His voice was a crack in the silence. He remembered. Stifled laughter behind masks. Frozen fingers tightening around his wrists, guiding the blade. His father's voice, gentle even in death: "You… are… free…"

The clinking of armor shattered the calm.

The Nine Clans emerged from the smoke, their twisted silhouettes sculpted by centuries of cruelty. Leading them was their leader, the woman with hair as white as snow, her face hidden beneath a veil of shifting mist. Her armor, a deep black inlaid with golden runes, molded to her form with lethal grace. Her eyes, visible through the veil, gleamed with a spectral violet glow.

— "Look at what they did to you, little Akeron," she murmured, crouching before Arashi. With her fingers clad in black silk, she brushed the crescent-shaped scar on the boy's forehead. "Your parents locked you away, restrained you… out of fear."

Arashi shuddered. Images surged in his mind:

His mother locking a secret door, her gaze evasive.

His father burning scrolls marked with the same symbol as the rune on his wrist.

Whispered conversations in the night: "He is too dangerous…"

True memories… or manipulated ones?

— "They wanted to kill you, Arashi," the leader pressed, her breath reeking of poisoned lilies. "But we… we see your potential." Her hand rested on the boy's shoulder, a touch so cold it made the hairs on his neck stand on end. "You are the Chosen One. The last hope of this corrupt Omniverse."

Arashi wanted to pull away, but his muscles were stone. He stared at his mother's corpse, whose frozen fingers still clutched a fragment of the kite with golden cranes—torn, stained, but recognizable.

— "Liar…" he growled, a fleeting golden light flashing through his pupils.

The leader of the Nine Clans laughed, a sound like fractured bells.

— "Ah, rebellion! That is what we love about you." With a theatrical gesture, she motioned to the ruins. "But look: they left you alone. You, the child they secretly called 'monster.'"

Arashi closed his eyes. Monster. The word echoed with familiarity. Fragments of memory returned:

His mother weeping in the night: "Why him?"

The furtive glances of the servants, mixing pity and fear.

— "Come," she commanded, standing, her veil undulating like living smoke. "We will show you your true family."
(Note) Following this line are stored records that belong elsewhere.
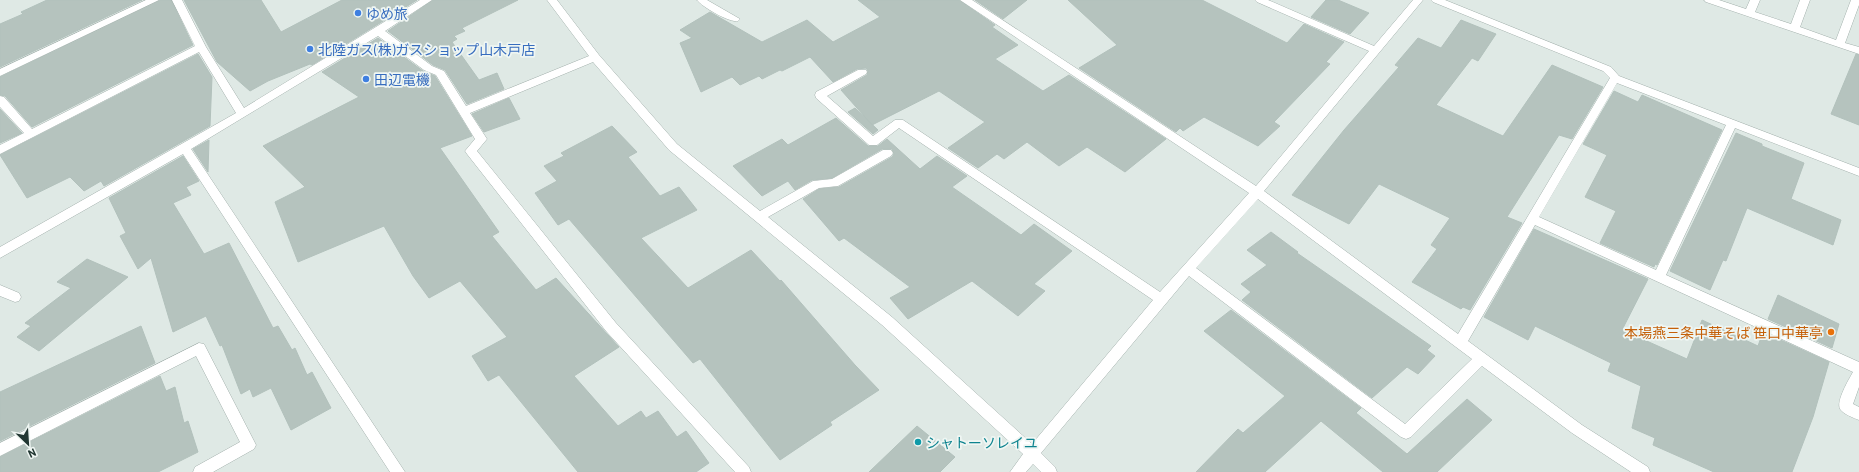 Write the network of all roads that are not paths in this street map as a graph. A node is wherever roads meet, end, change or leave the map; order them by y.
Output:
1 (154, 0) edge
2 (177, 0) edge
3 (427, 0) edge
4 (552, 0) edge
5 (702, 0) edge
6 (965, 0) edge
7 (1260, 0) edge
8 (1418, 0) edge
9 (1436, 0) edge
10 (1756, 0) edge
11 (1805, 0) edge
12 (1856, 0) edge
13 (1713, 1) edge
14 (1749, 14) junction
15 (735, 19) dead end
16 (1794, 29) junction
17 (378, 31) junction
18 (1839, 44) junction
19 (201, 47) junction
20 (1375, 50) junction
21 (1859, 51) edge
22 (595, 57) junction
23 (862, 72) dead end
24 (0, 73) edge
25 (1615, 78) junction
26 (0, 100) edge
27 (464, 111) junction
28 (242, 114) junction
29 (1732, 123) junction
30 (31, 134) junction
31 (185, 148) junction
32 (0, 150) edge
33 (887, 153) dead end
34 (1859, 172) edge
35 (1257, 192) junction
36 (758, 217) junction
37 (1532, 220) junction
38 (0, 253) edge
39 (1188, 269) junction
40 (1659, 276) junction
41 (0, 290) edge
42 (15, 297) dead end
43 (1162, 299) junction
44 (1460, 342) junction
45 (1482, 358) junction
46 (1859, 368) edge
47 (1859, 374) edge
48 (1859, 414) edge
49 (0, 450) edge
50 (1032, 453) junction
51 (200, 472) edge
52 (398, 472) edge
53 (744, 472) edge
54 (1017, 472) edge
55 (1050, 472) edge
56 (1643, 472) edge

1 - 24 street
2 - 19 street
3 - 17 street
4 - 22 street
5 - 15 street
6 - 35 street
7 - 20 street
8 - 20 street
9 - 25 street
10 - 14 street
11 - 16 street
12 - 18 street
13 - 14 street
14 - 16 street
16 - 18 street
17 - 27 street
17 - 28 street
18 - 21 street
19 - 28 street
19 - 30 street
20 - 35 street
22 - 27 street
22 - 36 street
23 - 43 street
25 - 29 street
25 - 37 street
26 - 30 street
27 - 53 street
28 - 31 street
29 - 34 street
29 - 40 street
30 - 32 street
31 - 38 street
31 - 52 street
33 - 36 street
35 - 39 street
35 - 44 street
36 - 50 street
37 - 40 street
37 - 44 street
39 - 43 street
39 - 45 street
40 - 46 street
41 - 42 street
43 - 50 street
44 - 45 street
45 - 56 street
47 - 48 street
49 - 51 street
50 - 54 street
50 - 55 street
The other Clans chuckled, their grotesque masks (tengu, oni, kappa) reflecting the fire's glow. One of them, a man whose face was hidden behind a raven mask, threw a bone chain that coiled itself around Arashi's wrist.

— "Don't try to run, little lion," the leader murmured, her voice echoing like a chorus of ghosts. "You belong to us now."
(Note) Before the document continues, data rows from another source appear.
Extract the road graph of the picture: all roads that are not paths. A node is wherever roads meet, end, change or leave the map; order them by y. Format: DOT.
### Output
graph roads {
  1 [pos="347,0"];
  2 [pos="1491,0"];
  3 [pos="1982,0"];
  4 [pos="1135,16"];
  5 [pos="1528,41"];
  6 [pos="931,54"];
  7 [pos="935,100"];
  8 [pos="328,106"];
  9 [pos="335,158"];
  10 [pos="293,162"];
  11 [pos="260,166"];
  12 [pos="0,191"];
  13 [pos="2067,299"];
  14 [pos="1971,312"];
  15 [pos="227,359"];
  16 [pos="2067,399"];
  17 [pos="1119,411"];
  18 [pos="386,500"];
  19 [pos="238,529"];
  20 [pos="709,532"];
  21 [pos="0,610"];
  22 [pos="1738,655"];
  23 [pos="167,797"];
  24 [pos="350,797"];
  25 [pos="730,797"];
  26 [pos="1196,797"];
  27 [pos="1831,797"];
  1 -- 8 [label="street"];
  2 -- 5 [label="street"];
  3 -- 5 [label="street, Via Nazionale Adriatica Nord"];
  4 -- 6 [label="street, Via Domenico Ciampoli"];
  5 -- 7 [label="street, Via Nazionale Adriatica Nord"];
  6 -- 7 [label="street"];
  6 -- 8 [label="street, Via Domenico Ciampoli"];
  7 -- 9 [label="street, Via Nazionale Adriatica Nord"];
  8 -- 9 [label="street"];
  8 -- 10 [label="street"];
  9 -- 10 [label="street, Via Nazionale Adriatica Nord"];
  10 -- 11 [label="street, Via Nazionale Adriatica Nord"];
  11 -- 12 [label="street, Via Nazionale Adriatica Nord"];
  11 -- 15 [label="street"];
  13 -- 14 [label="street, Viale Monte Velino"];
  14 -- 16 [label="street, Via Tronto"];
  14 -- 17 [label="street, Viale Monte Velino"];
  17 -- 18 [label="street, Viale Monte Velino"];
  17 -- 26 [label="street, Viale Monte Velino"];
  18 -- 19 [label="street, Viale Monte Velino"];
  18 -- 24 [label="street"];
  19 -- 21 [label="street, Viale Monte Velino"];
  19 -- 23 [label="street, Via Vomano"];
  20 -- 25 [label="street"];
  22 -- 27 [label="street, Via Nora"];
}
Arashi let himself be dragged forward, his brown hair streaked with ash. As they left the ruins, he cast one last glance behind him. Near his father's body, something gleamed: the blade of the family katana, broken in two… but the tip pointed eastward.

A hope? A trap?

The leader followed his gaze and chuckled.

— "Memories are fallible, Arashi. But pain…" She tightened the chain, carving a bloody groove into the boy's wrist. "Pain is eternal."

And so the march began.

Through forests of twisted trees, their branches like skeletal fingers.
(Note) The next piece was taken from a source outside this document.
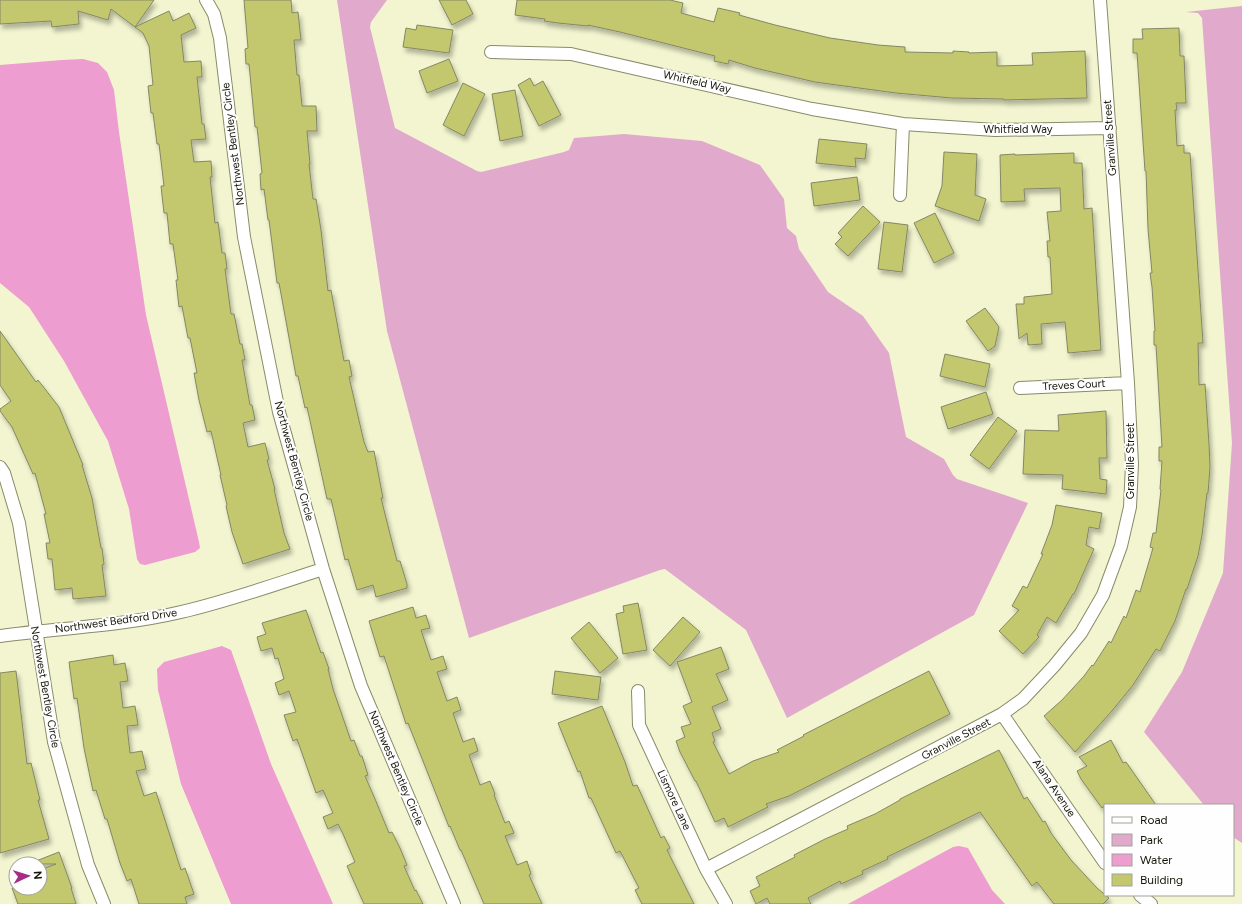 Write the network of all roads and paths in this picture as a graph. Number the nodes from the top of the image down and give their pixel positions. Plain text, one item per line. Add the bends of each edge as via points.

Under a sky where the moon glowed red like a wounded eye.

Toward a black tower, whose walls oozed muffled wails.

— "Welcome to your cradle, little monster," the leader whispered, pushing Arashi inside. "Here, an hour is an eternity. An eternity… to become what you truly are."

The door shut with a final creak.

In the darkness, Arashi's eyes flickered with a golden light—weak, but unyielding.

On his palm, where he had clenched the piece of kite, a paper crane began to glow softly.